AUBURN HILLS, Mich., April 19 /PRNewswire-FirstCall/ -- Champion
Enterprises, Inc. (NYSE: CHB), a leader in the factory-built housing industry,
today reported results for its first quarter ended April 2, 2005. The company
reported income from continuing operations of $5.3 million, or $0.06 per
diluted share, on revenues of $244 million. In the comparable quarter of
2004, the company had a loss from continuing operations of $14.2 million
($0.21 per diluted share) on revenues of $207 million. Results in 2005
benefited from a $3.8 million credit related to the valuation of a common
stock warrant, while the comparable quarter in 2004 included $8.3 million of
charges related to this valuation and debt retirement activities. Excluding
the effect of the warrant valuation changes and last year's debt retirement
loss, income from continuing operations improved $7.4 million.
During the quarter, the company reclassified its retail business, other
than Advantage Homes, to discontinued operations for all periods presented.
Including the company's discontinued retail business, first quarter net income
was $2.7 million, or $0.03 per diluted share, compared to a loss of $14.3
million ($0.21 per diluted share) in the prior year.
Highlights
* Core manufacturing operations reported $11.2 million of segment income,
an increase of 140% or $6.5 million over the prior year, and a 4.7% segment
margin in the seasonally slow first quarter.
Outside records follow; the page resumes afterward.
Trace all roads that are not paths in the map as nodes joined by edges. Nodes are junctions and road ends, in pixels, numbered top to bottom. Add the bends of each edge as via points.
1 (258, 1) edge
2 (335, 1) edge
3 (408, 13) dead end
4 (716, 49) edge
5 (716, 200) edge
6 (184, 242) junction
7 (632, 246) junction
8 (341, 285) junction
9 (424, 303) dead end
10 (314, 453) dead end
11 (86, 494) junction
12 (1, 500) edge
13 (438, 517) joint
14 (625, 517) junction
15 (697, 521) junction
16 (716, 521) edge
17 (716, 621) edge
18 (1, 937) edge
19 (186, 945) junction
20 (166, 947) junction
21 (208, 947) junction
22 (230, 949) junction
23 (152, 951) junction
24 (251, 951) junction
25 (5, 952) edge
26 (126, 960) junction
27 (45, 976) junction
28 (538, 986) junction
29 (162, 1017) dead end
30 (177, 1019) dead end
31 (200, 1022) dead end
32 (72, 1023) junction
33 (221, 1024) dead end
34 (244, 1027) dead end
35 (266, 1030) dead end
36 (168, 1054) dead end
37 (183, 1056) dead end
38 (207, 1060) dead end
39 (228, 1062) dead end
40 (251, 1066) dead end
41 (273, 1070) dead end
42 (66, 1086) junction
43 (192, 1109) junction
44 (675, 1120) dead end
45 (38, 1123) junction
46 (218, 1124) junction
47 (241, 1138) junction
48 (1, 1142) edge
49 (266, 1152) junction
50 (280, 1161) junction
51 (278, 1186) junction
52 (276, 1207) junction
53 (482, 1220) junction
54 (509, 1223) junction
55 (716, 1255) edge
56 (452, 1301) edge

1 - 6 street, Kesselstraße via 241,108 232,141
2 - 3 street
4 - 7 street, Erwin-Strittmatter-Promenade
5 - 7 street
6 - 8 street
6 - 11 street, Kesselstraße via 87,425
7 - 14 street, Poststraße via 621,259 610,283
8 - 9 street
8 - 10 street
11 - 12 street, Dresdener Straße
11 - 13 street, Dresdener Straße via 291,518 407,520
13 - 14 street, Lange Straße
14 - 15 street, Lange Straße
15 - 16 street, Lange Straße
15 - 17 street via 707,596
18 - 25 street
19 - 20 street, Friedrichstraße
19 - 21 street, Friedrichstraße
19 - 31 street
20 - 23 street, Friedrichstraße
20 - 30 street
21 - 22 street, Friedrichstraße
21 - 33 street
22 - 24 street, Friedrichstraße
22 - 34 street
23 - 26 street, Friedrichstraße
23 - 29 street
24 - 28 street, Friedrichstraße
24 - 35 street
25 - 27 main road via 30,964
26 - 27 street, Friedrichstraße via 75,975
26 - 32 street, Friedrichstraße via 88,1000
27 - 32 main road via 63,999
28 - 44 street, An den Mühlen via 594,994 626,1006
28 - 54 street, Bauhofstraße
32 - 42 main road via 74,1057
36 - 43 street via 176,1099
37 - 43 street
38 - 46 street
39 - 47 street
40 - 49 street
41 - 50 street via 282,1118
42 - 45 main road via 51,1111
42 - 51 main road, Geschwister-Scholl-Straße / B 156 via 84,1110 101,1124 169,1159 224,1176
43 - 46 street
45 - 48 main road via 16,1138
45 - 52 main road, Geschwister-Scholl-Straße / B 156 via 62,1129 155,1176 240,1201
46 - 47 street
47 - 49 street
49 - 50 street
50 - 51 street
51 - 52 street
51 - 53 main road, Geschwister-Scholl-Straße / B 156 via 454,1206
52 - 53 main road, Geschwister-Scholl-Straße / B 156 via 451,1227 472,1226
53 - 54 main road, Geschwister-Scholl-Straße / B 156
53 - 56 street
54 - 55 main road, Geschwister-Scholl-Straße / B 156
Included in this increase was
$1.5 million of gains from the sale of idle facilities;
* Modular home sales increased 12% and now represent 20% of manufacturing
revenues;
* Manufacturing backlogs at quarter end totaled $86 million, up 72% from
$50 million a year earlier;
* Cash flow from continuing operating activities improved by $27.4
million, and the company ended the quarter with $142 million in cash and cash
equivalents.
Management Comments and Outlook
William Griffiths, President and Chief Executive Officer, commented, "This
is our eighth consecutive quarter of year-over-year manufacturing margin
improvement and double-digit growth in segment income. This improvement was
achieved despite relatively flat manufacturing unit sales for the quarter.
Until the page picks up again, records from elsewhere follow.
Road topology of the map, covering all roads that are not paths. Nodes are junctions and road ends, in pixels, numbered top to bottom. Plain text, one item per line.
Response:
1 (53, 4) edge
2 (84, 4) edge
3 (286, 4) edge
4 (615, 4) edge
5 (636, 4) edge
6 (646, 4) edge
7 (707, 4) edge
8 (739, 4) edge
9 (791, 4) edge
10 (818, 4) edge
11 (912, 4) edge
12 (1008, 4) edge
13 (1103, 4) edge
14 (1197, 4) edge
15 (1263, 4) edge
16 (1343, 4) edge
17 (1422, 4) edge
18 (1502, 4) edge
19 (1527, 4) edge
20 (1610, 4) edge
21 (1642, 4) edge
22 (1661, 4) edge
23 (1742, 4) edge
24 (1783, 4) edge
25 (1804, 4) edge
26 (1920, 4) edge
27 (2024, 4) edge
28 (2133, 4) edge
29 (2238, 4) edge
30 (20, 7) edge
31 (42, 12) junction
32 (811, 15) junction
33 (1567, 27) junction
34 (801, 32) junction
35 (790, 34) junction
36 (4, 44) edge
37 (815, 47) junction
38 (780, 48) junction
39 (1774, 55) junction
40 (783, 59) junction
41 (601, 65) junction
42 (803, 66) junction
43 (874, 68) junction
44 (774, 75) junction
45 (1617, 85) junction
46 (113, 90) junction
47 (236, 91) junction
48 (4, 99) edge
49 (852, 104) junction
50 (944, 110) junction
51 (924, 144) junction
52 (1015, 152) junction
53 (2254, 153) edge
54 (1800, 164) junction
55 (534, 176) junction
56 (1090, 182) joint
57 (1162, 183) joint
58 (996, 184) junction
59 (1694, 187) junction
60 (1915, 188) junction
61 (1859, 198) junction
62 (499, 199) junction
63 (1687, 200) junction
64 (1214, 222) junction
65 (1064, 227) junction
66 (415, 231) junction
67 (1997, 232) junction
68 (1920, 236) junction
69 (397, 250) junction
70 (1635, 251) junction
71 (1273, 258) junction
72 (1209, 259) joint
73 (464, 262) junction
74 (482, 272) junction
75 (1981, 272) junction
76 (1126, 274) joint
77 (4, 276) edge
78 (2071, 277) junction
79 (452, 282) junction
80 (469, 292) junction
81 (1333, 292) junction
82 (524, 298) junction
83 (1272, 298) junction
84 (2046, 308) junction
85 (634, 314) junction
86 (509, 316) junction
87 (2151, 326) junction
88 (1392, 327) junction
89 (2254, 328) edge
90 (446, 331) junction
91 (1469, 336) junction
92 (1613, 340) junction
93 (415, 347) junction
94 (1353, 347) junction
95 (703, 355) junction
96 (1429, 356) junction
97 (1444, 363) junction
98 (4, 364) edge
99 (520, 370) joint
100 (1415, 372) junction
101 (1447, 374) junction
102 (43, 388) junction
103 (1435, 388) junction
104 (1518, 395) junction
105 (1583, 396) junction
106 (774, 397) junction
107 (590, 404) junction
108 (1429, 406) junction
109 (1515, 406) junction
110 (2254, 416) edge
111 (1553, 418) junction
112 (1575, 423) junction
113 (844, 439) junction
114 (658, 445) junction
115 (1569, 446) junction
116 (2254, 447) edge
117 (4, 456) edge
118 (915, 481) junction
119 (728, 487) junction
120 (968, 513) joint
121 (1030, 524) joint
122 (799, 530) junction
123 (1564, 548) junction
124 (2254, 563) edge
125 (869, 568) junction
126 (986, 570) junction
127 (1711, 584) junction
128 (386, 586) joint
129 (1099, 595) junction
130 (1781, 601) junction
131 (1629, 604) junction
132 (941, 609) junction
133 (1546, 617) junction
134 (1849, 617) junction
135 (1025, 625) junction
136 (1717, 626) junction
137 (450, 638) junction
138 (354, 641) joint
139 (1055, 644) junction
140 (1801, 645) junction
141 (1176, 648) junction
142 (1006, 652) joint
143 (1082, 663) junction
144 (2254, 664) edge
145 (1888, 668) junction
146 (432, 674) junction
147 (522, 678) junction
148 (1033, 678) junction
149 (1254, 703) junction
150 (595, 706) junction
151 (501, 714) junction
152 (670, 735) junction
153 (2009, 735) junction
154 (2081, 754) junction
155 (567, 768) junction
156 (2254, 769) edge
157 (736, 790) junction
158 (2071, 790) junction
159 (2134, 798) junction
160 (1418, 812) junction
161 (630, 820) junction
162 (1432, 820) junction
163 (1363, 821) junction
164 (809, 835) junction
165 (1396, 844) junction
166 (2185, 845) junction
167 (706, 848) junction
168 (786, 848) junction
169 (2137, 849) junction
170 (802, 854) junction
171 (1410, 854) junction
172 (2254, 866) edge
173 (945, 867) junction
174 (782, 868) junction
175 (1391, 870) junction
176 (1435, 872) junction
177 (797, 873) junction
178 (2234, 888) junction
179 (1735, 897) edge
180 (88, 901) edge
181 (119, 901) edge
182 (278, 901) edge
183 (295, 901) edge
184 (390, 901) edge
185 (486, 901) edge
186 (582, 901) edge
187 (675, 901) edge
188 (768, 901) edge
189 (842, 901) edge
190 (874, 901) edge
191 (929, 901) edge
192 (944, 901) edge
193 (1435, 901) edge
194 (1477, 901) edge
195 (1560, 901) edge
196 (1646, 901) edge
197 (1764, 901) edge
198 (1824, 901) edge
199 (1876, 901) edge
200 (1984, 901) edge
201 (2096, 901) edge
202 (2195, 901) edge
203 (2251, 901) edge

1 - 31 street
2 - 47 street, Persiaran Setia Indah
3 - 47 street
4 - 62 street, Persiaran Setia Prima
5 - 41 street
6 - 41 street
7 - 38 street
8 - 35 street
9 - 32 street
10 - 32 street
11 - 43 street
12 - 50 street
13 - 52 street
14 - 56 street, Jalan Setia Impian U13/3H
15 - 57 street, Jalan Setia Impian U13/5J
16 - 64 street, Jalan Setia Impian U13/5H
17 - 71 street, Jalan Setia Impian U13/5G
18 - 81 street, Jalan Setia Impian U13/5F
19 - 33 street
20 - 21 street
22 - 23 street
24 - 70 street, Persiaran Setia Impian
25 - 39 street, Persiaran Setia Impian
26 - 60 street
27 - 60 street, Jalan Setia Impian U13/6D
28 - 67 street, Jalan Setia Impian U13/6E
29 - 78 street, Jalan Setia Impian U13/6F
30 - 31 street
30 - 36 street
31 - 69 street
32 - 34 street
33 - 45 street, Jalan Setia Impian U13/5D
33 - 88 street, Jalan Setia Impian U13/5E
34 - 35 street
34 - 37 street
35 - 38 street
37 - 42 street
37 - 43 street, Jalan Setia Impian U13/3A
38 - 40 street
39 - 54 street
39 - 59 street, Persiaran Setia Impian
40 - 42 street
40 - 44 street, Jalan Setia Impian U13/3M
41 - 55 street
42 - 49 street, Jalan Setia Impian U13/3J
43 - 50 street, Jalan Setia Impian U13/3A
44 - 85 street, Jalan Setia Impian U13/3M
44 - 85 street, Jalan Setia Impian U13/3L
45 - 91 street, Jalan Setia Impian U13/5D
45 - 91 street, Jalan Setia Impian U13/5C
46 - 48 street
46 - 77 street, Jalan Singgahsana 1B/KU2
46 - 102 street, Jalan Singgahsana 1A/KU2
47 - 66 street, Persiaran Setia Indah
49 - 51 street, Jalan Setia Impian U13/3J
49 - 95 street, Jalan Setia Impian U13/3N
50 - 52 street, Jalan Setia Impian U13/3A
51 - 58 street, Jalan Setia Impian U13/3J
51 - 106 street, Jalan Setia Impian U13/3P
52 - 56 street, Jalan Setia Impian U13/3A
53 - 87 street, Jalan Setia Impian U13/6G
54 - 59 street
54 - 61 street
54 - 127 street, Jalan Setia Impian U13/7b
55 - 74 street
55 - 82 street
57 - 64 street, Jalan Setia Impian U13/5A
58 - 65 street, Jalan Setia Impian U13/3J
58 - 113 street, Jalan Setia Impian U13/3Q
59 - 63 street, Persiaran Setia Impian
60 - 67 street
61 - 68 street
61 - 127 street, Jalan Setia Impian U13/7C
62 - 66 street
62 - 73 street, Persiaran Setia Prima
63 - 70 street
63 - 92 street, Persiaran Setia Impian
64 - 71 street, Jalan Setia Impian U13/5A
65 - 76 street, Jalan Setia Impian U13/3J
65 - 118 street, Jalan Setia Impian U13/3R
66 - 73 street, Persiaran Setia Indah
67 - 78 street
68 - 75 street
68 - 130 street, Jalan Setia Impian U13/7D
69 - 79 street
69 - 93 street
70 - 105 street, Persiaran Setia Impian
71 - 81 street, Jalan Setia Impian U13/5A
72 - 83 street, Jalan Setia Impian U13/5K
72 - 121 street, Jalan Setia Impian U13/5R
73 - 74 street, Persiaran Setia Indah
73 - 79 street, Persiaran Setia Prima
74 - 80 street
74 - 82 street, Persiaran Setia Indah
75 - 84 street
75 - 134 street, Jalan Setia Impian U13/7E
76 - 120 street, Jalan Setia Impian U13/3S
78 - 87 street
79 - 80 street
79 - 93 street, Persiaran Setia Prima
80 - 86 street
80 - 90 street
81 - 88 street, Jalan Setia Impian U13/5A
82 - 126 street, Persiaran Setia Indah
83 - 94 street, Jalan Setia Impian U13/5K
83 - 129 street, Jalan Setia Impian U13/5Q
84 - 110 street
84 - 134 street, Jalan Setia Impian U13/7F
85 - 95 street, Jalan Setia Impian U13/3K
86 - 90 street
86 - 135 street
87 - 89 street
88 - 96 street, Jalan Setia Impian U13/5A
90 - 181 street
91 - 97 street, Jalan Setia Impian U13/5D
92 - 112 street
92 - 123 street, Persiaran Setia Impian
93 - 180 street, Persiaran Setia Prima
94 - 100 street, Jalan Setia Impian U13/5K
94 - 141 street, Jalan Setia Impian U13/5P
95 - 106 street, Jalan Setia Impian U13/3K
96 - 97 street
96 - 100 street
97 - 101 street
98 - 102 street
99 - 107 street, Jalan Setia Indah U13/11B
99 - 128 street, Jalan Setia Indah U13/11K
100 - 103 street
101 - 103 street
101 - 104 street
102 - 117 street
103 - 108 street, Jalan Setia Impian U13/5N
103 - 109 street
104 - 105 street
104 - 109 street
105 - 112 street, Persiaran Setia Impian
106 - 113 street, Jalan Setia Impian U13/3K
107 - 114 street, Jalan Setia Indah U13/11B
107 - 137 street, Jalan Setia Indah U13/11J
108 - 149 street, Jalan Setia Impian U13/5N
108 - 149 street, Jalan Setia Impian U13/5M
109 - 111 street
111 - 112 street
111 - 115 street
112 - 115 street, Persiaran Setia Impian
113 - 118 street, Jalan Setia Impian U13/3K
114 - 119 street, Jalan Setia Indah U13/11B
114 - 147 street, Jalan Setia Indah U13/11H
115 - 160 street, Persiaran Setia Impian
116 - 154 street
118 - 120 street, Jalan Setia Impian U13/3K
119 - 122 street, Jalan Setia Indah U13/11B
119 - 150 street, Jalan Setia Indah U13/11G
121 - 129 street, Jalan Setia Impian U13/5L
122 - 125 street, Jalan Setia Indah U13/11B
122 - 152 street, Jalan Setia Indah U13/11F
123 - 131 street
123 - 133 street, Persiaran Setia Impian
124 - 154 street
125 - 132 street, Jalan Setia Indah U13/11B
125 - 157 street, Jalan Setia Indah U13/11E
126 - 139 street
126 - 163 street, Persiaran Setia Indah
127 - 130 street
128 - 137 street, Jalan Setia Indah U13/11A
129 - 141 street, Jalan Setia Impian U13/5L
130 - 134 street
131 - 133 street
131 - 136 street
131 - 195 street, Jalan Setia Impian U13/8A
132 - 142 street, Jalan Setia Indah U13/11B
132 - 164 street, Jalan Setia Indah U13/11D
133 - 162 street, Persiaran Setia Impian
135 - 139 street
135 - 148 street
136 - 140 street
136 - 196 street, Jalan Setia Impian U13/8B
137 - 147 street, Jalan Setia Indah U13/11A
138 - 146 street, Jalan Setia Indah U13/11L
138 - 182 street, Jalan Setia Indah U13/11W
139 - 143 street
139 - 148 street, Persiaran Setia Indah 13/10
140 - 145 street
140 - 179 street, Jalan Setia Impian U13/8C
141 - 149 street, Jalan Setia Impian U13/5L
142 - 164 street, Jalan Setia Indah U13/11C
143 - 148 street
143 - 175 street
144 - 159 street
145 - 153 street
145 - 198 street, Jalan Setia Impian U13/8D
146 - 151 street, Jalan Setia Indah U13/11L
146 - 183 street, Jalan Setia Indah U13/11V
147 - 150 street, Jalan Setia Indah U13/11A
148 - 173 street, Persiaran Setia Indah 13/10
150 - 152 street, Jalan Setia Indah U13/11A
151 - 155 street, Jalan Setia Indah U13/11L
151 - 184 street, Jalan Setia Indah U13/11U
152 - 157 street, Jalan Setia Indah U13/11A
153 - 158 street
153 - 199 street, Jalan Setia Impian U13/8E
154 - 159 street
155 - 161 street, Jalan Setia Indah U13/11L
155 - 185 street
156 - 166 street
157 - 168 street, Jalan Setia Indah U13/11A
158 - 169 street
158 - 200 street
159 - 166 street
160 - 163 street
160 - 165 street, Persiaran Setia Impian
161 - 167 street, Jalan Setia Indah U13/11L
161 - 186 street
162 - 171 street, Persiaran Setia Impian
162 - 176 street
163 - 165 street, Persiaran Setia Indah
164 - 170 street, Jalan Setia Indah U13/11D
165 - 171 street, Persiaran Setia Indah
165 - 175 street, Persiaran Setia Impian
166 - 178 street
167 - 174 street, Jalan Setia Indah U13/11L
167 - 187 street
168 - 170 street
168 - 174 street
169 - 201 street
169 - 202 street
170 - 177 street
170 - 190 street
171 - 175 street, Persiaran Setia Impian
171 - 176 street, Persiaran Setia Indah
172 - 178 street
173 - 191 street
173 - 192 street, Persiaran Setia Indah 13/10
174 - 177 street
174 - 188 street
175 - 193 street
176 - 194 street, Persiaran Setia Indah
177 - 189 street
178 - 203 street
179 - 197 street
"Advantage Homes, our only ongoing retail operation, continued its history
of profitability and saw growth in both income and net sales," Griffiths said.
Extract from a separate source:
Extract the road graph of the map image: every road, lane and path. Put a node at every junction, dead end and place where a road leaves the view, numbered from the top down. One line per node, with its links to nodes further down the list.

"While overall results were negatively impacted by our discontinued retail
operations, we have substantially completed an orderly liquidation of this
business. Last week we sold an additional eight locations and within the next
several months we expect to complete the divesture of the remaining ten.
Total net cash proceeds from our 2005 divestitures are still expected to be in
the range of $20 to $25 million and no material impact on results is
anticipated."
Commenting on the industry, Griffiths said, "During the first two months
of 2005, year-over-year industry wholesale shipments of HUD code homes rose
13%. While we are pleased that conditions in certain regions continue to
improve, 80% of this increase came in California, Florida and Arizona. While
our shipments in those states also improved, and were up 22% compared to last
year, we are capacity constrained in these areas and increasing our
manufacturing capacity and throughput remains a priority for this year.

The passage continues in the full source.